Comment by thesz

1 day ago

The difference between training and inference is 1) one have to keep intermediate results for backward pass in training and 2) computation for training double because of the backward pass.

Training is also done over batches, which increase memory requirements by several orders of magnitude. This is why training needs costly compute.

One of the ways out of this unfortunate situation is to use something like Stochastic Average Gradient Descent [1]. Examples there are mostly concerned with regularized logistic regression, which makes problem more or less convex. Neural networks are inherently non-convex.
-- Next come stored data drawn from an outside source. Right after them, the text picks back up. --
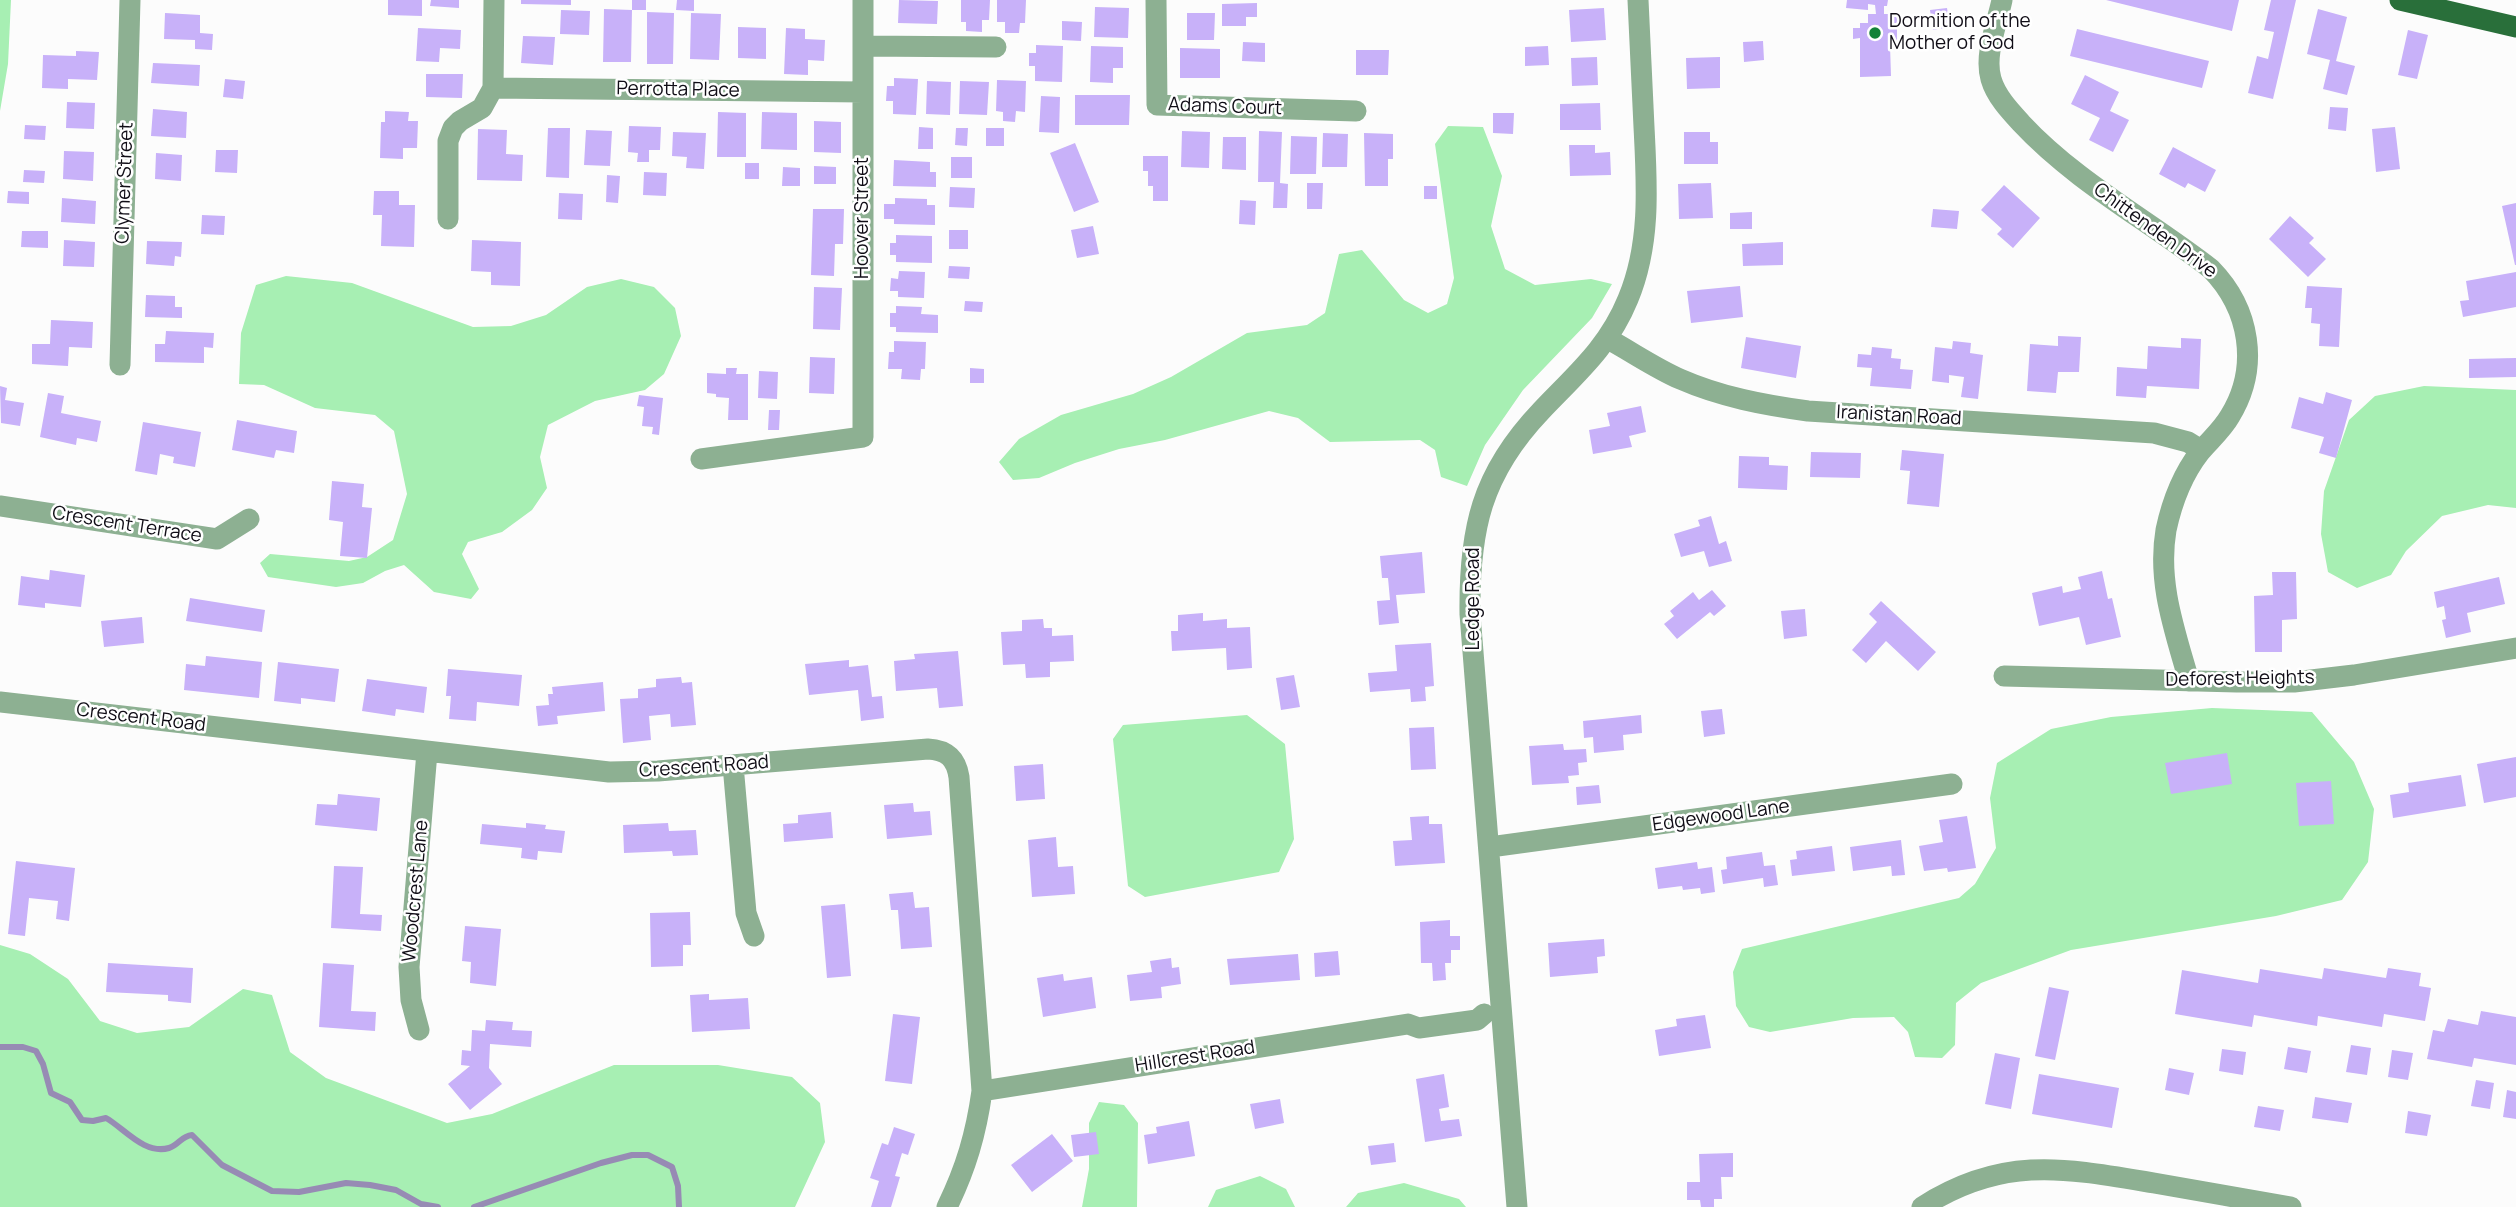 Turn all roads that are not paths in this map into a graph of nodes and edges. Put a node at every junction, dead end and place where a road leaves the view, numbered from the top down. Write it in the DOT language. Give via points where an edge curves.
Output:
graph roads {
  1 [pos="130,0"];
  2 [pos="494,0"];
  3 [pos="863,0"];
  4 [pos="1156,0"];
  5 [pos="1639,0"];
  6 [pos="2002,0"];
  7 [pos="2400,0"];
  8 [pos="2516,27"];
  9 [pos="863,46"];
  10 [pos="996,47"];
  11 [pos="493,88"];
  12 [pos="863,92"];
  13 [pos="1356,111"];
  14 [pos="449,219"];
  15 [pos="1608,339"];
  16 [pos="120,365"];
  17 [pos="2201,450"];
  18 [pos="701,459"];
  19 [pos="0,506"];
  20 [pos="249,519"];
  21 [pos="2516,648"];
  22 [pos="2004,676"];
  23 [pos="2189,681"];
  24 [pos="0,702"];
  25 [pos="427,752"];
  26 [pos="733,765"];
  27 [pos="1952,784"];
  28 [pos="1490,847"];
  29 [pos="754,936"];
  30 [pos="1493,1013"];
  31 [pos="419,1030"];
  32 [pos="982,1091"];
  33 [pos="947,1207"];
  34 [pos="1517,1207"];
  35 [pos="1922,1207"];
  36 [pos="2291,1207"];
  1 -- 16 [label="street, Clymer Street"];
  2 -- 11 [label="street"];
  3 -- 9 [label="street, Hoover Street"];
  4 -- 13 [label="street, Adams Court" via="1157,105"];
  5 -- 15 [label="street, Ledge Road" via="1646,227 1629,298"];
  6 -- 17 [label="street, Chittenden Drive" via="1990,71 2004,103 2071,169 2211,269 2237,303 2247,346 2242,391 2221,430"];
  7 -- 8 [label="main road"];
  9 -- 10 [label="street"];
  9 -- 12 [label="street, Hoover Street"];
  11 -- 12 [label="street, Perrotta Place"];
  11 -- 14 [label="street" via="482,108 453,128 448,141"];
  12 -- 18 [label="street, Hoover Street" via="863,437"];
  15 -- 17 [label="street, Iranistan Road" via="1680,379 1754,403 1808,411 2154,433"];
  15 -- 28 [label="street, Ledge Road" via="1528,424 1507,453 1486,492 1475,531 1470,614"];
  17 -- 23 [label="street, Chittenden Drive" via="2178,489 2164,551 2165,592"];
  19 -- 20 [label="street, Crescent Terrace" via="217,539"];
  21 -- 23 [label="street, Deforest Heights" via="2294,682"];
  22 -- 23 [label="street, Deforest Heights"];
  24 -- 25 [label="street, Crescent Road"];
  25 -- 26 [label="street, Crescent Road" via="609,772"];
  25 -- 31 [label="street, Woodcrest Lane" via="409,967"];
  26 -- 29 [label="street" via="746,914"];
  26 -- 32 [label="street, Crescent Road" via="929,749 954,759"];
  27 -- 28 [label="street, Edgewood Lane"];
  28 -- 30 [label="street, Ledge Road"];
  30 -- 32 [label="street, Hillcrest Road" via="1476,1009 1418,1016 1408,1024"];
  30 -- 34 [label="street, Ledge Road"];
  32 -- 33 [label="street, Crescent Road" via="967,1161"];
  35 -- 36 [label="street" via="1986,1178 2054,1168"];
} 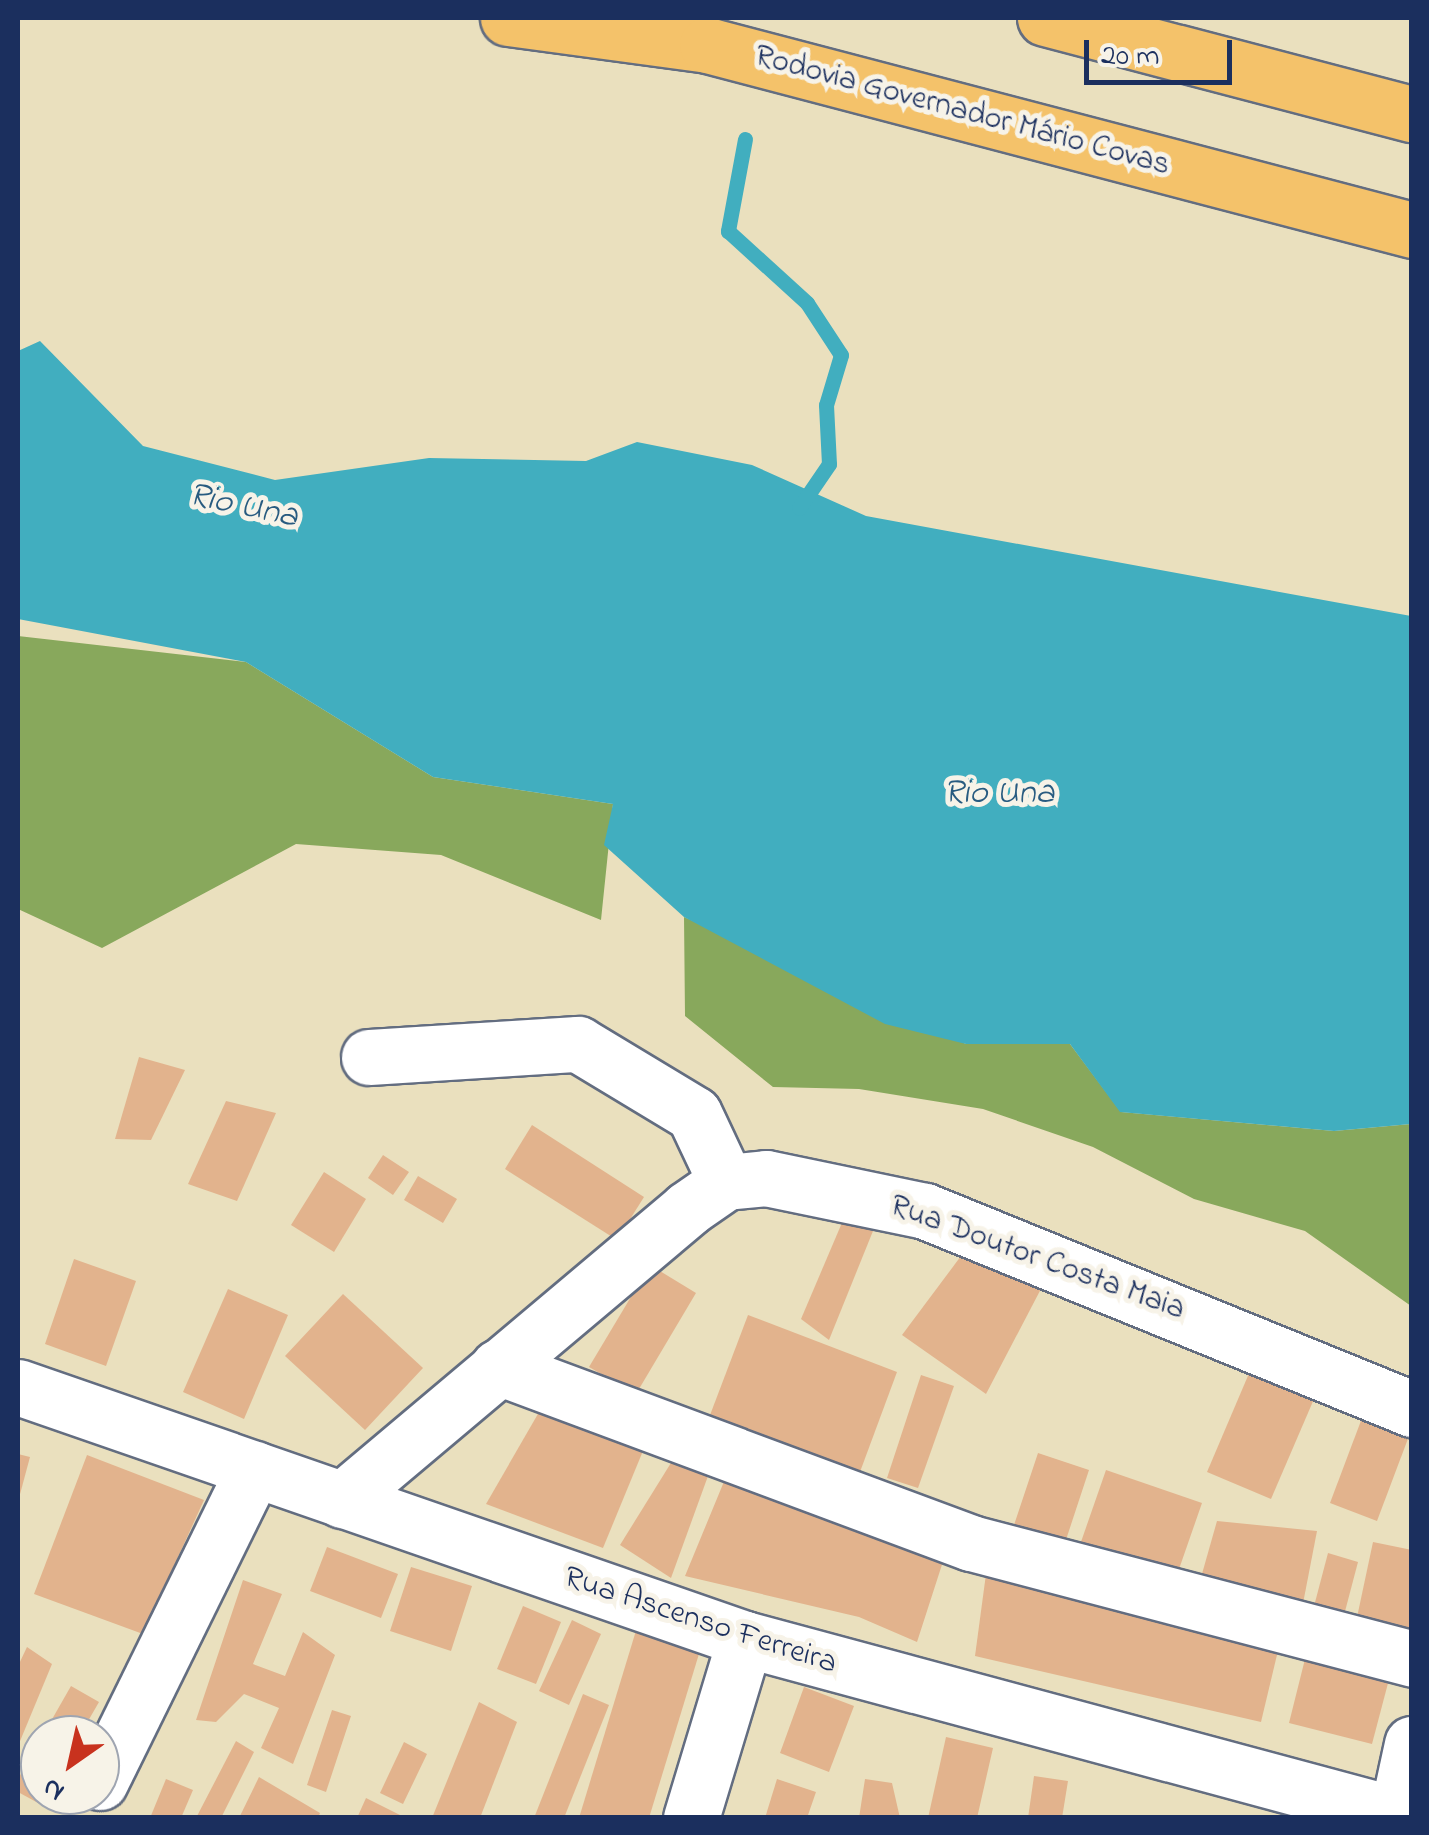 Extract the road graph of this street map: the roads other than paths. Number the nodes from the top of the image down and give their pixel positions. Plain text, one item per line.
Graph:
1 (508, 18) edge
2 (1044, 18) edge
3 (1412, 114) edge
4 (1412, 230) edge
5 (369, 1057) dead end
6 (726, 1182) junction
7 (498, 1367) junction
8 (18, 1387) edge
9 (1412, 1409) edge
10 (254, 1469) junction
11 (342, 1500) junction
12 (745, 1640) junction
13 (1412, 1660) edge
14 (120, 1741) edge
15 (1412, 1744) edge
16 (1400, 1817) edge
17 (691, 1818) edge

1 - 4 highway, Rodovia Governador Mário Covas
2 - 3 highway
5 - 6 street
6 - 7 street
6 - 9 street, Rua Doutor Costa Maia
7 - 11 street
7 - 13 street
8 - 10 street, Rua Ascenso Ferreira
10 - 11 street, Rua Ascenso Ferreira
10 - 14 street
11 - 12 street, Rua Ascenso Ferreira
12 - 16 street, Rua Ascenso Ferreira
12 - 17 street
15 - 16 street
Still, maybe some ideas from there can be utilized in the context of neural networks, like use of estimated Lipshitz constant to derive curvature and appropriate learning step.

  [1] https://www.cs.ubc.ca/~schmidtm/Courses/540-W19/L12.pdf

7 comments

thesz

janalsncm 1 day ago

So one way to think about it is roughly,

Training is inference + backwards pass (~2x inference cost) + activations (vram overhead) + optimizer (vram overhead) + gradients (vram overhead).

thesz 1 day ago
Multiply "inference + backwards pass (~2x inference cost) + activations (vram overhead)" by batch size (thousands) to get to the actual RAM and compute cost. Optimizer like ADAM adds only two or three model-sized overhead.
And last, but not least, you need only one hidden layer kept in RAM for inference, but you need all of them (61 for Deepseek models) kept in RAM for computing gradient for one sample.
- xyhopguy 20 hours ago
  
  Microbatch size is a hyperparameter, it can be set to 1 and work just as effectively. With gradient accumulation it's equivalent even. Large batch sizes are used to increase parallelism, and sometimes to reduce variance in the loss signal (at the cost of increased bias).
  Batch size is frequently limited by compute bottlenecks well before memory.
- mcv 11 hours ago
  
  And of course you do all of this for every object in your training set, which is going to be larger than the total number of uses for any individual user.
- galaxyLogic 20 hours ago
  
  Does it matter what is the difference in size of needed inputs for inference vs. training?

mike_hearn 7 hours ago

It's all got much more complex than that in recent years. Training now involves large amounts of inference for RL rollouts and similar. You can't disentangle them computationally like that. "Inference" is just the word used to mean serving customer traffic now, and "training" means creating the model you serve.

whatshisface 20 hours ago

That is an estimate of the relative cost of one training step, but you have to multiply it by the number of training steps, an unknown quantity.